As he talked, he kept picking at the bundle, and finally found an edge that he could pull. More black flakes drifted away. “There. I’ve got it. Oh, Christ,” he said. “Oh, Christ.” Suddenly cradling the thing with more care, he sat down heavily. “Oh, Christ, Kenny, get your mother. Tell her to call—the police or something. Just tell her to come. Tell her to come and see.” His voice had a heaviness I had never heard before, something deep and shuddering. “Oh, Jesus, Kenny, look at the little thing.”

“What is it?” I said, though I had by this time looked and seen exactly what it was. The little blackened, mummified foot sticking out of the crystallized newspapers couldn’t be anything else. I wanted my dad to tell me it was a doll.

He bounced it just slightly in his hands, judging. “Oh, Jesus, Kenny. It’s so tiny. Couldn’t have been a day old. Get your mother.”

As I stumbled down the stairs and out into the tiny yard, I unfolded the piece of paper that had fallen into my hand. Blinded by daylight, and desperate to reach my mother, I couldn’t read the words at first, but when I did, I felt a tingling less physical than the electricity under my T-shirt a few minutes before, but no less real. It was a list of names and dates printed in a neat old-fashioned style.

1917

Rose Hollerith

January 29, 1901

1927

Curtis Hollerith

September 2, 1917

1937

Lillian Huff

February 3, 1920

1947

Margaret

January 2, 1930

1957

Anthony Currah

March 27, 1940

1967

Jimmy Hayes

January 22, 1951

1977

Kenny Maxwell

June 19, 1962

1987

Lucy Branson

October 12, 1970

1997

Melissa Peat

January 15, 1982

2007

Keisha Blaine

March 2, 1992

2017

C.M.?

2000?

My name. My birthday. On a browned and crinkly piece of paper put in the wall—how many years before I was born?

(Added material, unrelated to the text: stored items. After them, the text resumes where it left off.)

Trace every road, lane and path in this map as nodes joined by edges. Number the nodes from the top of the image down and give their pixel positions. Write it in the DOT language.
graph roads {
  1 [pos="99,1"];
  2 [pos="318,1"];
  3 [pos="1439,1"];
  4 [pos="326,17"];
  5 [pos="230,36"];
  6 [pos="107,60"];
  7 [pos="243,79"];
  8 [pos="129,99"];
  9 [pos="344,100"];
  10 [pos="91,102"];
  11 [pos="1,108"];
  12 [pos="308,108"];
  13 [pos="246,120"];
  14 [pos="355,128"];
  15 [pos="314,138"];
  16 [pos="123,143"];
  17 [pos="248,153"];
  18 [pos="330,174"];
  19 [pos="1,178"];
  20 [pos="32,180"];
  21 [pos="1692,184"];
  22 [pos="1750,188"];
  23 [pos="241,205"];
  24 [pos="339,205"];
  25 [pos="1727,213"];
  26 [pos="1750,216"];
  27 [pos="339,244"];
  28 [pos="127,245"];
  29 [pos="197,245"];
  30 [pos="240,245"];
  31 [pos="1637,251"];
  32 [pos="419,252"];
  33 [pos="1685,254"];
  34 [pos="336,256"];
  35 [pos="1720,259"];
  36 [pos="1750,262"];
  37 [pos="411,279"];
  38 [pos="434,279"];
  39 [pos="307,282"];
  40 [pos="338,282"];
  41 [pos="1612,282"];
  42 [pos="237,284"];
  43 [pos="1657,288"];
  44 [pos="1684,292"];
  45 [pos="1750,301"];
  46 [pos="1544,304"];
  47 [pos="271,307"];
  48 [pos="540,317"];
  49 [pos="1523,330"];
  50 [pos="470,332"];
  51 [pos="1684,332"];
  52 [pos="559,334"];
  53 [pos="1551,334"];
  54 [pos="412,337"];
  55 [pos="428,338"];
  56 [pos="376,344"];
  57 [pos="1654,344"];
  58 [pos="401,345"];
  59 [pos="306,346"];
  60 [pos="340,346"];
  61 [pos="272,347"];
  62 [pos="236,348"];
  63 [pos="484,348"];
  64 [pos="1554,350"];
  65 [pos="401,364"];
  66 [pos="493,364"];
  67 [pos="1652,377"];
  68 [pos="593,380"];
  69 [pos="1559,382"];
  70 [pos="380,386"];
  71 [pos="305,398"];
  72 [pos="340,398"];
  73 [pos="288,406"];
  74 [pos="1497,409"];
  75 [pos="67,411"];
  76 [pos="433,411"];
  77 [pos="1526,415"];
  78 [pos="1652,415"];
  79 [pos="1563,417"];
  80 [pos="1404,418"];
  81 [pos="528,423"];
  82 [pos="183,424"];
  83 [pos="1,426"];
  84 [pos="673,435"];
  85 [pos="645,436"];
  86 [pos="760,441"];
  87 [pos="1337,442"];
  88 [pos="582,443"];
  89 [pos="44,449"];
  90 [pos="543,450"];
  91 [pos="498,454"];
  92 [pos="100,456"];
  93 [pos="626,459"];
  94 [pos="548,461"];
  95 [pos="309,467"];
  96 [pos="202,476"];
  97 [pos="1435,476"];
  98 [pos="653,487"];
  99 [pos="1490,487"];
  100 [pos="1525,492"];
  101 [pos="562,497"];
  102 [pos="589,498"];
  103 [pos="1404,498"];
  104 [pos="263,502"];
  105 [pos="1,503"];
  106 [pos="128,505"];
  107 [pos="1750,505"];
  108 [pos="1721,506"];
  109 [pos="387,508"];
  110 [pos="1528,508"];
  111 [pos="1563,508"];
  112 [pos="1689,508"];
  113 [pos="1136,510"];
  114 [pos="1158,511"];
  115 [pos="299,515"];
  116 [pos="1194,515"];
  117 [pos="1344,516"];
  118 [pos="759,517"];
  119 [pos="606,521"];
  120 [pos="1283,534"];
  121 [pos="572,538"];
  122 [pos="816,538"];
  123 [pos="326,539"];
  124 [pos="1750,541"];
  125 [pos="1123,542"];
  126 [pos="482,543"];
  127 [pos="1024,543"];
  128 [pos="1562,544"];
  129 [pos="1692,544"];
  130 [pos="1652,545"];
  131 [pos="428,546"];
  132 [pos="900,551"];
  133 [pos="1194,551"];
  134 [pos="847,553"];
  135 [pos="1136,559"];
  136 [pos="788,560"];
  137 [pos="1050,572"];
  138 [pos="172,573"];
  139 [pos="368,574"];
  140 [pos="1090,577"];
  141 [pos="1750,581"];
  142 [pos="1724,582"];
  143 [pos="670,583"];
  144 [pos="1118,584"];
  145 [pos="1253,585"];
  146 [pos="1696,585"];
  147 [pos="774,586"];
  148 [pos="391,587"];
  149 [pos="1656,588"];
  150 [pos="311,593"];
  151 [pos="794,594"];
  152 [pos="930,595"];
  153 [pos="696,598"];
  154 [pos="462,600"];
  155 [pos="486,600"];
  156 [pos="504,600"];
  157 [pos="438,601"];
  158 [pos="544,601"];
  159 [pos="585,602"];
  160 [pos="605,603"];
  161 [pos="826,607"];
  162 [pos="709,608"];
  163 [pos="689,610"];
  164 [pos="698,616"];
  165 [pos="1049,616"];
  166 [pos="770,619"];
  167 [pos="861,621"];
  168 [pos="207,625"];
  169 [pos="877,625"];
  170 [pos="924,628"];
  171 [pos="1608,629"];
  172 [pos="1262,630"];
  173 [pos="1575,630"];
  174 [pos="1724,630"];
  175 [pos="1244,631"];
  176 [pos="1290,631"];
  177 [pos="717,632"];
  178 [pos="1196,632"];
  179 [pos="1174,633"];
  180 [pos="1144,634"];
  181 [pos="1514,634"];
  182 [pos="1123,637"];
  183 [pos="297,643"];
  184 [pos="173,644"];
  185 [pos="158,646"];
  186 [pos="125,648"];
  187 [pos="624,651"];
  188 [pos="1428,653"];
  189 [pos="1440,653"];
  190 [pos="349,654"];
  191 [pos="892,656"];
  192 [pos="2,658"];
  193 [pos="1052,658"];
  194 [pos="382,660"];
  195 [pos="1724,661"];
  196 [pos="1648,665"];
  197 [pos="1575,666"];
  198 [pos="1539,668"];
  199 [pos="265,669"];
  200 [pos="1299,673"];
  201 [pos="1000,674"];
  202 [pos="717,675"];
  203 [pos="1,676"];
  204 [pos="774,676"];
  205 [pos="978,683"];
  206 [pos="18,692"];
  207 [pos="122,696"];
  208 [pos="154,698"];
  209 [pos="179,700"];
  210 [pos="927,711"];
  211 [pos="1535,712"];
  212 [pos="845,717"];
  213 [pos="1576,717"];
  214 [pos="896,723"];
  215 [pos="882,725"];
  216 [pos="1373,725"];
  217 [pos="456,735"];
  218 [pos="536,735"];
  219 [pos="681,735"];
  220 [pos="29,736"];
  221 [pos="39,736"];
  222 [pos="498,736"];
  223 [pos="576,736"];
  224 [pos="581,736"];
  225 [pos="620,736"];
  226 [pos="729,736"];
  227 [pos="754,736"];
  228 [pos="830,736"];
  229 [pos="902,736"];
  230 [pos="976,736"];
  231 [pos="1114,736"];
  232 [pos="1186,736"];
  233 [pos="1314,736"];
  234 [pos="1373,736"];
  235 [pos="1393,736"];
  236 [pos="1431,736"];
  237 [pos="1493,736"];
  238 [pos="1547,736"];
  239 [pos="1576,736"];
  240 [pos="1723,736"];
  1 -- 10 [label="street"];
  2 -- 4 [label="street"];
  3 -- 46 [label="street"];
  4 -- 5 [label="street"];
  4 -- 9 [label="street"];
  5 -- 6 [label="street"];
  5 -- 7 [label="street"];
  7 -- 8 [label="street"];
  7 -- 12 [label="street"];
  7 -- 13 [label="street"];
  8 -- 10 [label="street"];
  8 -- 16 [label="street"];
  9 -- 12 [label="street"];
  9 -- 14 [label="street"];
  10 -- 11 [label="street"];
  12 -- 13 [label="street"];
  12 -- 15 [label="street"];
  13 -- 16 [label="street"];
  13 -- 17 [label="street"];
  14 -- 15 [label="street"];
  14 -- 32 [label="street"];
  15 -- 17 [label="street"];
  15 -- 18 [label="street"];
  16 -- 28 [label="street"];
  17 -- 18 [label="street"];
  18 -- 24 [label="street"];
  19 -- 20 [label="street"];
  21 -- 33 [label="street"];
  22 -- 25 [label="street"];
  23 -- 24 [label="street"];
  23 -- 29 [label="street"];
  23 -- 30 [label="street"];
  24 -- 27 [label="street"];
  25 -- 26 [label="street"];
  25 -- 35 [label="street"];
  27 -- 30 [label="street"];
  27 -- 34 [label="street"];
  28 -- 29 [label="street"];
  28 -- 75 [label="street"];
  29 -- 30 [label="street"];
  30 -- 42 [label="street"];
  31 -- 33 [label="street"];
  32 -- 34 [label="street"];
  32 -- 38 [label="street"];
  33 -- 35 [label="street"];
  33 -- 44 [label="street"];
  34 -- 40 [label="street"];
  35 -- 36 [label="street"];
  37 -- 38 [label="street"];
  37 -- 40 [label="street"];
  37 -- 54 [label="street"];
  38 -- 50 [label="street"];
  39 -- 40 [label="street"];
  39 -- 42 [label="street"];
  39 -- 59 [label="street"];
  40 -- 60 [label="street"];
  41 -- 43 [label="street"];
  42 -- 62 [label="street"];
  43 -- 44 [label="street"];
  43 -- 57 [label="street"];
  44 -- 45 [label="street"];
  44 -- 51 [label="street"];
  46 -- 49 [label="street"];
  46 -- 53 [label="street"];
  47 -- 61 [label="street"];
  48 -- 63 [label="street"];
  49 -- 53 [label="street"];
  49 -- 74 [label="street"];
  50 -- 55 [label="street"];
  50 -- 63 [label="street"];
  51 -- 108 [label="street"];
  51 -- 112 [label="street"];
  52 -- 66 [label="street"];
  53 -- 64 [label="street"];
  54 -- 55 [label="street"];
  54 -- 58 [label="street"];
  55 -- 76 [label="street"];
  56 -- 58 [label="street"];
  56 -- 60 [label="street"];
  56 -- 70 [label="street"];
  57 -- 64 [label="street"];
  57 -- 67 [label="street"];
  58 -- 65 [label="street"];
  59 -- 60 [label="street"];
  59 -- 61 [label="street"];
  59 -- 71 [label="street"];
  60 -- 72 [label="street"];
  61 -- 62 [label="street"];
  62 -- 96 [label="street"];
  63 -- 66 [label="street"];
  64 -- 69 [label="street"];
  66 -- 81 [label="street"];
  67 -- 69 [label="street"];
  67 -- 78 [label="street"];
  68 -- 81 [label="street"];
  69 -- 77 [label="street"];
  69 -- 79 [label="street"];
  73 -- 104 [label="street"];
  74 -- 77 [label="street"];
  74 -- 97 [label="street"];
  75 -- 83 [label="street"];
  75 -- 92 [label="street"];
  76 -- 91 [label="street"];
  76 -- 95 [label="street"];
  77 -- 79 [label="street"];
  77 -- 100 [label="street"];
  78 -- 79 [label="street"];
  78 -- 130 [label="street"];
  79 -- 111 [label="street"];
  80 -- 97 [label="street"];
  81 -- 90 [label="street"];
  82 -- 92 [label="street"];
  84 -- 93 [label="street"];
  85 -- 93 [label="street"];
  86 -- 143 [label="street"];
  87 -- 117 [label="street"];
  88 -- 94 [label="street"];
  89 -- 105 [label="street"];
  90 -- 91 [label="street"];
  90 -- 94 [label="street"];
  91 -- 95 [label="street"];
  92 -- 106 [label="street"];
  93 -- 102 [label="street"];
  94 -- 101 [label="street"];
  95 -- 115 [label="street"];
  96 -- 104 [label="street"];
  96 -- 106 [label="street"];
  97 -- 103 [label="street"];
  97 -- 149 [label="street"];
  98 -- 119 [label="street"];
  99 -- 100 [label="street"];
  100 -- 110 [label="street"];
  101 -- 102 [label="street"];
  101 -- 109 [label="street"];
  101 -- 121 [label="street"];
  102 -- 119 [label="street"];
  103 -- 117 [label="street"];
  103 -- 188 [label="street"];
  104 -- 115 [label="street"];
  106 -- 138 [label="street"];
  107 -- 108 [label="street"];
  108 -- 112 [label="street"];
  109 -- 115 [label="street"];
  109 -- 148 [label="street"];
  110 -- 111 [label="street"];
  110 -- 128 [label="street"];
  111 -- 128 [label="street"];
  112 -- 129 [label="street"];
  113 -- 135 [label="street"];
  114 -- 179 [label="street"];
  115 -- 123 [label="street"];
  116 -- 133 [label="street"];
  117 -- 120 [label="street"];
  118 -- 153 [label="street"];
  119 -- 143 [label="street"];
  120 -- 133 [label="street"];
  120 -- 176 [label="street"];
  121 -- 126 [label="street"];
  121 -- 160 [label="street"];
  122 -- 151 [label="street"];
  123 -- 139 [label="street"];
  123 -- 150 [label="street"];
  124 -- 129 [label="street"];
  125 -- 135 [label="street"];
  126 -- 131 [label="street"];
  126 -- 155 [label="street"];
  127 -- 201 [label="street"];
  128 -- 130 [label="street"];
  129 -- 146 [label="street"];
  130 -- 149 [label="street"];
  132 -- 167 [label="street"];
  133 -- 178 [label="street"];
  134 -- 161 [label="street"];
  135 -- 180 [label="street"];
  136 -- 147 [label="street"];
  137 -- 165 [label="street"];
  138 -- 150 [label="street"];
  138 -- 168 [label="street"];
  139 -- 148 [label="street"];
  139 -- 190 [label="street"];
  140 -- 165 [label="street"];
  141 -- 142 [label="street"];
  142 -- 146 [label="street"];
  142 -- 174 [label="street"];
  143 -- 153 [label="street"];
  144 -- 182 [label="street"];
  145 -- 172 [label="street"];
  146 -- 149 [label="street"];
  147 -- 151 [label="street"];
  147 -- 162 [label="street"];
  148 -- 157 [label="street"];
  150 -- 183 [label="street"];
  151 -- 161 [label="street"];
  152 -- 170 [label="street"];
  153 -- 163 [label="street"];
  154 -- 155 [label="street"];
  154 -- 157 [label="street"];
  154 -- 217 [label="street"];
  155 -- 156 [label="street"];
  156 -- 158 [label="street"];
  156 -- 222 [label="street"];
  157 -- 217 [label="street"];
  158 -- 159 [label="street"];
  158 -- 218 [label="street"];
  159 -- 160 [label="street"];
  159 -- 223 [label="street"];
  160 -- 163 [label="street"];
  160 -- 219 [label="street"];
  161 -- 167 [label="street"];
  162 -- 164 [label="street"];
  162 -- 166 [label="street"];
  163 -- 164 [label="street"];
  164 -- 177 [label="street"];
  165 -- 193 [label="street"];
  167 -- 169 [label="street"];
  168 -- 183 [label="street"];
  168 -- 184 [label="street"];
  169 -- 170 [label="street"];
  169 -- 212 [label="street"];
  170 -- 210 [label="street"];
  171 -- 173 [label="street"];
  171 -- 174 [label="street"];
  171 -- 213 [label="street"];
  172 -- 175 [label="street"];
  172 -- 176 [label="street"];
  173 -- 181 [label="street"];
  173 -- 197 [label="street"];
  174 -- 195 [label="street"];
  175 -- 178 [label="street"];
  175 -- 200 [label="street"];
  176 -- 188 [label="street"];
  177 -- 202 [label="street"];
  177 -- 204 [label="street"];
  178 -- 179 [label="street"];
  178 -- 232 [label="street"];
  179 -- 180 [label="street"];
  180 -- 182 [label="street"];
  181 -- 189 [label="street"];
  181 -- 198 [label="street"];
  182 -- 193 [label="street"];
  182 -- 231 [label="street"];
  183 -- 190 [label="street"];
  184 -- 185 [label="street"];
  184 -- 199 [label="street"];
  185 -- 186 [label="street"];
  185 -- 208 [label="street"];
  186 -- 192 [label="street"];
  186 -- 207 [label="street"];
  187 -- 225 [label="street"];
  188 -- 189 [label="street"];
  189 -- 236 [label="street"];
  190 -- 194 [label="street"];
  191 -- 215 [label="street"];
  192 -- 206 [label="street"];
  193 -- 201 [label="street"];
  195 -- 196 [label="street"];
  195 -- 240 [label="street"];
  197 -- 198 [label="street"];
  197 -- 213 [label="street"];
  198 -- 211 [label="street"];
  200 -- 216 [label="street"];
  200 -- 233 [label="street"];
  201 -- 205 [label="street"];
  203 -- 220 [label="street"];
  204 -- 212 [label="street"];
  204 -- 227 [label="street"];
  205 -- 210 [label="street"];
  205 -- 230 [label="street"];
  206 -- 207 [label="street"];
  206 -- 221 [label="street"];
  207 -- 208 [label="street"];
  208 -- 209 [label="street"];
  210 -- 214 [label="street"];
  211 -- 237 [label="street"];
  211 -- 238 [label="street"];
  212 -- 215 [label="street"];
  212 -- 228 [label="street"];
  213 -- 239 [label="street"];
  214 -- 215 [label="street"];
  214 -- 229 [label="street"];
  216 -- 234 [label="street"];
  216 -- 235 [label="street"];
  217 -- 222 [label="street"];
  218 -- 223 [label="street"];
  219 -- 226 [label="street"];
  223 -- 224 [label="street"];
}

I stuffed the paper into a pocket, and amid the excitement of my mother’s moans, my dad’s stricken face, and the three calls to the police that it took to bring a squad car, I didn’t think about it again until late that night. On my bed at the center of the wide, low attic, I took it out and read the list again. Only then did I notice, scrawled at the bottom, the faint and urgent message that had waited for me all those years in that wall.

Help me make it not happen, Kenny. Help me stop him. Clive is dead all over again.